The overall goal of research in the Potter laboratory is to understand the very rapid processes involved in perceiving, comprehending, and remembering meaningful material such as words, sentences, or pictures. In contemporary theories of human information processing, such material passes through several stages of analysis as it is perceived and understood, and it is these stages and their interactions that we investigate.

A key discovery is that understanding the meaning of a pictured scene or written word happens in a fraction of a second, much faster than the time required for stabilizing even a brief memory of that stimulus. The viewer may not even become conscious of the stimulus unless it fits in with the context. For example, the lab has shown that a sentence can be understood and remembered when presented as rapidly as 12 words per second (using RSVP, rapid serial visual presentation). In contrast, a sequence of unrelated words (even if no longer than 4 or 5 words) is much more difficult to process and few are remembered. Similarly, viewers can pick out a target picture from a rapid sequence when given a title such as "a picnic," although they cannot remember most of the pictures they have just seen. In recent work we have found, however, that memory for the pictures persists briefly, consistent with the idea that there is a conceptual short term memory (CSTM) for meaningful material.

We also study competition for attention using words and other visual stimuli. When the viewer is looking for two targets in a stream of nontargets presented at 10/s, detection of the second target is markedly impaired when it arrives 200-500 ms after [of] the first target, an attentional blink. In contrast, when the task is to report all the items on a short list, there is no evidence of an attentional blink. We are currently testing a computational model of attention (e.g., Wyble et al., in press). The lab's work also encompasses other questions about perception, attention, memory, and language processing, including repetition blindness, the creative misperception of a nonword as influenced by semantic context, cross-modal (visual-auditory) processing of sentences, and the conceptual basis of "verbatim" recall of sentences.

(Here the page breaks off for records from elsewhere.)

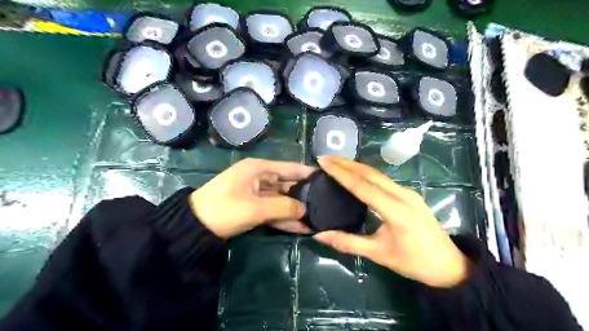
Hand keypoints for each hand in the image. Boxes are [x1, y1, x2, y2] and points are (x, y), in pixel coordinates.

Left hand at [191, 158, 314, 238]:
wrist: (194, 228)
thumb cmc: (224, 210)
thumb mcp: (255, 208)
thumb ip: (283, 207)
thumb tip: (305, 210)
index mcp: (258, 169)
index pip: (289, 168)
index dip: (307, 173)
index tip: (326, 179)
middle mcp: (259, 178)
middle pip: (287, 185)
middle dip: (303, 195)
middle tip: (325, 203)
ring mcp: (256, 194)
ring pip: (281, 200)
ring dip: (295, 210)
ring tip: (316, 219)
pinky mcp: (253, 208)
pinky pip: (272, 211)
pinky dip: (284, 219)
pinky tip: (301, 228)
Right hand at [313, 157, 469, 288]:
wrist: (449, 264)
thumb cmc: (413, 262)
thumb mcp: (378, 254)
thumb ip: (348, 243)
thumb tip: (319, 235)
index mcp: (395, 210)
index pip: (362, 185)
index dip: (341, 173)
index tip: (323, 162)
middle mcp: (402, 195)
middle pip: (370, 173)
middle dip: (346, 163)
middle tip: (325, 158)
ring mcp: (408, 192)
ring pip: (377, 174)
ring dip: (355, 166)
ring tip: (336, 162)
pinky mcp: (409, 194)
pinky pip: (384, 179)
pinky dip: (366, 173)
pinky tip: (356, 173)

These studies contribute to our understanding of how a stimulus such as a word, sentence, or picture generates an interpretation and a fleeting or stable memory.

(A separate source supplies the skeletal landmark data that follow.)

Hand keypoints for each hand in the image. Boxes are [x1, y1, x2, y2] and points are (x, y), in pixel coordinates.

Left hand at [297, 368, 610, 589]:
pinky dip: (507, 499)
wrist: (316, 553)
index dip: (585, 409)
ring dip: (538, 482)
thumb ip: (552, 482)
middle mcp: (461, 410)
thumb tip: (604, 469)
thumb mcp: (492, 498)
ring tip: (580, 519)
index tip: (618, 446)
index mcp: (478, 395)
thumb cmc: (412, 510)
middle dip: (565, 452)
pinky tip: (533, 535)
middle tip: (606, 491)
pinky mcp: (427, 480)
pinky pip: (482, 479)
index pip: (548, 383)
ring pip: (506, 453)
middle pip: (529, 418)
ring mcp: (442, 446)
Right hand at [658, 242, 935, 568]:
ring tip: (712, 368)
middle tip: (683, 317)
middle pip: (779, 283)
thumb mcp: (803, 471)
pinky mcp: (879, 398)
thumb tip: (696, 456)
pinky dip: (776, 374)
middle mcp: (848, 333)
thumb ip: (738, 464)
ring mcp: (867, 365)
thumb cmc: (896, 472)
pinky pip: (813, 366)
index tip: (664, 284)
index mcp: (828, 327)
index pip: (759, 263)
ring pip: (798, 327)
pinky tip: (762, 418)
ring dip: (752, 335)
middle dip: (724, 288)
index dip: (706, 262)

Potter, M. C. (2006). Competition for attention in space and time: The first 200 ms. In H. Ogmen & B. G. Breitmeyer (Eds.) The first half second: The microgenesis and temporal dynamics of unconscious and conscious visual processes (pp. 207-224). Cambridge , MA : MIT Press.

Potter, M. C., Nieuwenstein, M. R., & Strohminger, N. (2008). Whole report versus partial report in RSVP sentences. Journal of Memory and Language, 58, 907-915.

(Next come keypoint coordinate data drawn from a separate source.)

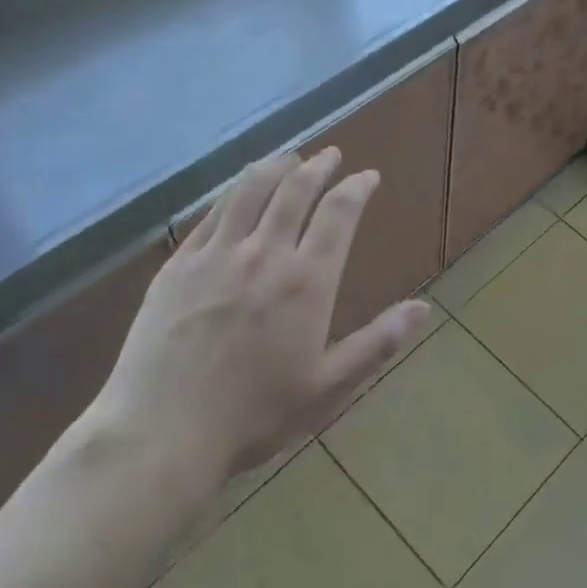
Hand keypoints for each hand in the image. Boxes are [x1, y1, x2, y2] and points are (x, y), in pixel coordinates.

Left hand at [90, 149, 434, 490]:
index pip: (339, 213)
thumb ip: (378, 342)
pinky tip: (238, 191)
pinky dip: (233, 192)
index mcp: (306, 281)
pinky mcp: (178, 264)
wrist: (162, 432)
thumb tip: (424, 308)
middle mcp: (265, 254)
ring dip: (275, 167)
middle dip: (318, 166)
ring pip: (250, 190)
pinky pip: (212, 214)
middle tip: (330, 154)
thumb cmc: (254, 415)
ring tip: (288, 157)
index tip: (367, 176)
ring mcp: (216, 254)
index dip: (356, 187)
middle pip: (295, 190)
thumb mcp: (328, 386)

Wyble, B., Bowman, H., & Potter, M. C. (2009). Categorically defined targets trigger spatiotemporal attention. Journal of Experimental
Psychology: Human Perception and Performance, 35, 324-337.

Nieuwenstein, M. R., Potter, M. C., & Theeuwes, J. (2009). Unmasking the attentional blink. Journal of Experimental Psychology: Human Perception and Performance, 35, 159-169.

Potter, M. C., & Fox, L. (2009). Detecting and remembering simultaneous pictures in RSVP. Journal of Experimental Psychology: Human Perception and Performance, 35, 28-38.